It is certainly interesting that Rob Buckingham’s very popular in the writings of GLBT. We see a beautiful photo of Rob with the former Pentecostal pastor, Anthony Venn Brown, who clearly gave him a reward in 2009 for his sermon. My concern is that ‘acceptance’ and ‘welcome’ means that the once sound counselling, provided to Christians struggling with their sexuality, has now been abandoned. Anthony Venn Brown states that sexuality is internal, and not a lust needed to be controlled. He sweeps away the thought that those struggling with sexuality may have been sexually abused, and that suicide is a result of requiring GLBT to ‘repent’. It has been suggested, too, that Rob Buckingham has not blogged, until recently, because he was forced to remove such as blog by Christian City Church a few years earlier.

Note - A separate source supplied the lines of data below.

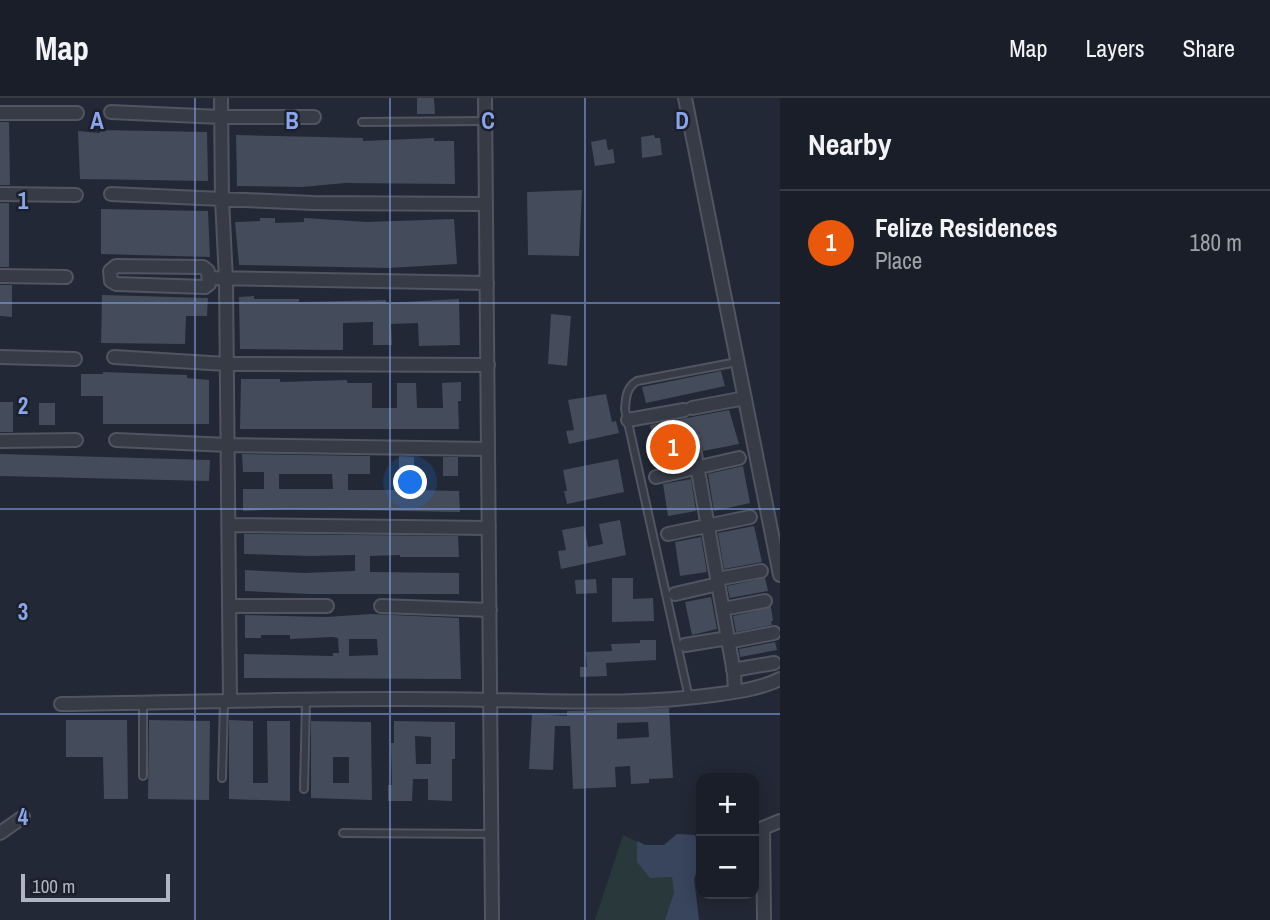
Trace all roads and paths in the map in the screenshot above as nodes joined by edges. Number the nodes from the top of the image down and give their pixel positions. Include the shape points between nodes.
1 (221, 98) edge
2 (485, 98) edge
3 (685, 98) edge
4 (111, 112) dead end
5 (0, 113) edge
6 (77, 113) dead end
7 (221, 117) junction
8 (314, 117) dead end
9 (486, 121) junction
10 (362, 122) dead end
11 (0, 194) edge
12 (111, 194) dead end
13 (76, 195) dead end
14 (222, 199) junction
15 (486, 204) junction
16 (0, 276) edge
17 (66, 277) dead end
18 (209, 278) junction
19 (226, 280) junction
20 (487, 282) junction
21 (0, 358) edge
22 (114, 358) dead end
23 (75, 359) dead end
24 (737, 362) junction
25 (226, 363) junction
26 (488, 365) junction
27 (745, 398) junction
28 (628, 420) junction
29 (692, 438) dead end
30 (76, 440) dead end
31 (116, 440) dead end
32 (0, 441) edge
33 (228, 445) junction
34 (488, 449) junction
35 (739, 458) dead end
36 (698, 468) junction
37 (656, 477) dead end
38 (750, 517) dead end
39 (229, 525) junction
40 (708, 527) junction
41 (489, 528) junction
42 (668, 534) dead end
43 (761, 571) dead end
44 (780, 575) edge
45 (718, 582) junction
46 (675, 594) dead end
47 (765, 601) dead end
48 (229, 606) junction
49 (327, 606) dead end
50 (381, 606) dead end
51 (723, 609) junction
52 (490, 610) junction
53 (774, 633) dead end
54 (728, 640) junction
55 (685, 645) dead end
56 (774, 663) dead end
57 (733, 670) junction
58 (780, 679) edge
59 (735, 691) junction
60 (689, 698) junction
61 (491, 700) junction
62 (227, 701) junction
63 (306, 701) junction
64 (143, 702) junction
65 (61, 704) dead end
66 (143, 776) dead end
67 (222, 778) dead end
68 (304, 789) dead end
69 (23, 817) dead end
70 (780, 821) edge
71 (343, 832) dead end
72 (0, 833) edge
73 (491, 834) junction
74 (492, 920) edge
75 (764, 920) edge

1 - 7 street
2 - 9 street
3 - 24 street
4 - 7 street
5 - 6 street
7 - 8 street
7 - 14 street
9 - 10 lane
9 - 15 street
11 - 13 street
12 - 14 street
14 - 15 street
14 - 19 street
15 - 20 street
16 - 17 street
18 - 18 street via 203,267 116,266 110,271 116,284 205,287
18 - 19 street
19 - 20 street
19 - 25 street
20 - 26 street
21 - 23 street
22 - 25 street
24 - 27 street
24 - 28 lane via 637,381 626,397
25 - 26 street
25 - 33 street
26 - 34 street
27 - 28 street
27 - 44 street
28 - 60 lane
29 - 36 street
30 - 32 street
31 - 33 street
33 - 34 street
33 - 39 street
34 - 41 street
35 - 36 street
36 - 37 street
36 - 40 street
38 - 40 street
39 - 41 street
39 - 48 street
40 - 42 street
40 - 45 street
41 - 52 street
43 - 45 street
45 - 46 street
45 - 51 street
47 - 51 street
48 - 49 street
48 - 62 street
50 - 52 street
51 - 54 street
52 - 61 street
53 - 54 street
54 - 55 street
54 - 57 street
56 - 57 street
57 - 59 street
58 - 59 street
59 - 60 street
60 - 61 street via 581,703
61 - 63 street
61 - 73 street
62 - 63 street
62 - 64 street
62 - 67 lane
63 - 68 lane
64 - 65 street
64 - 66 lane
69 - 72 street
70 - 75 street via 763,828
71 - 73 lane
73 - 74 street

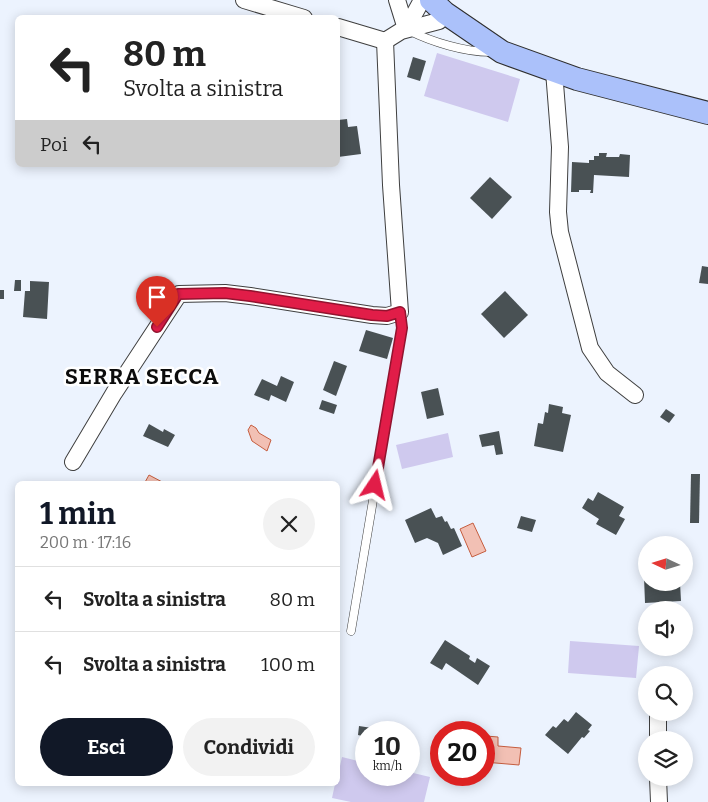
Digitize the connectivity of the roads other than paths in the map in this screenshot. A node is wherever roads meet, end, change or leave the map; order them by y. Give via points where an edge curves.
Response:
1 (244, 0) edge
2 (397, 0) edge
3 (422, 0) edge
4 (438, 6) edge
5 (294, 15) edge
6 (340, 28) edge
7 (406, 29) junction
8 (385, 41) junction
9 (502, 52) junction
10 (554, 71) junction
11 (708, 113) edge
12 (400, 312) junction
13 (635, 395) dead end
14 (73, 462) dead end
15 (351, 631) dead end
16 (658, 786) edge
17 (659, 802) edge

1 - 5 street
2 - 7 street
3 - 7 street
4 - 7 street via 439,21
4 - 9 main road
6 - 8 street
7 - 8 street
7 - 9 lane via 426,39 480,52
8 - 12 street via 390,186
9 - 10 main road
10 - 11 main road
10 - 13 street via 560,147 560,232 590,348 607,373
12 - 14 street via 387,316 372,315 225,293 178,294
12 - 15 lane via 402,328
16 - 17 street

It is a shame that Rob Buckingham states “the church doesn’t own marriage in Australia”. But, does that mean the first marriage was not created by God in Genesis and that God did not create Eve to be a companion of Adam? As Christie Buckingham would remember in Youth Alive rallies conducted by Mal Fletcher, the most famous lines uttered by Mal was ‘God created Adam and Eve, not Adam and Steve’.

We know that Penny Wong worships at a Uniting Church in South Australia. Its emphasis is on social justice, but I wonder whether they believe the Bible is merely a nice bunch of stories to be interpreted in whatever way the minister feels? She has now forced Bill Shorten to silence the Labor party members who may protest that marriage is, Biblically, between a man and a woman. Did this insistence stem from her acquiantance with the Uniting Church she worships in; and are we called, as believers who state that the Bible is God’s revelation through a variety of prophets over hundreds of years, to look at the state of the nation and interpret scripture in that light?
Yes, Rob Buckingham, there are great single parents out there. Heterosexuals have rejected church and marriage. Lust is rampant in Australia today, and, yes, young men still suicide. But, is it because we have ‘misinterpreted’ scriptures and been ‘unloving’ by saying that homosexual relationships are a sin just as much as heterosexual defacto relationships and childbearing outside the boundaries of holy matrimony? Do we help Jesus by accepting awards from rogue Pentecostal pastors who set up their own organisations (eg. ABBI) to justify their decision to leave their wife, coach others struggling with their sexuality to divorce and write letters to their wives to ‘forget them’; and to show the world the insignificance of heterosexual marriage?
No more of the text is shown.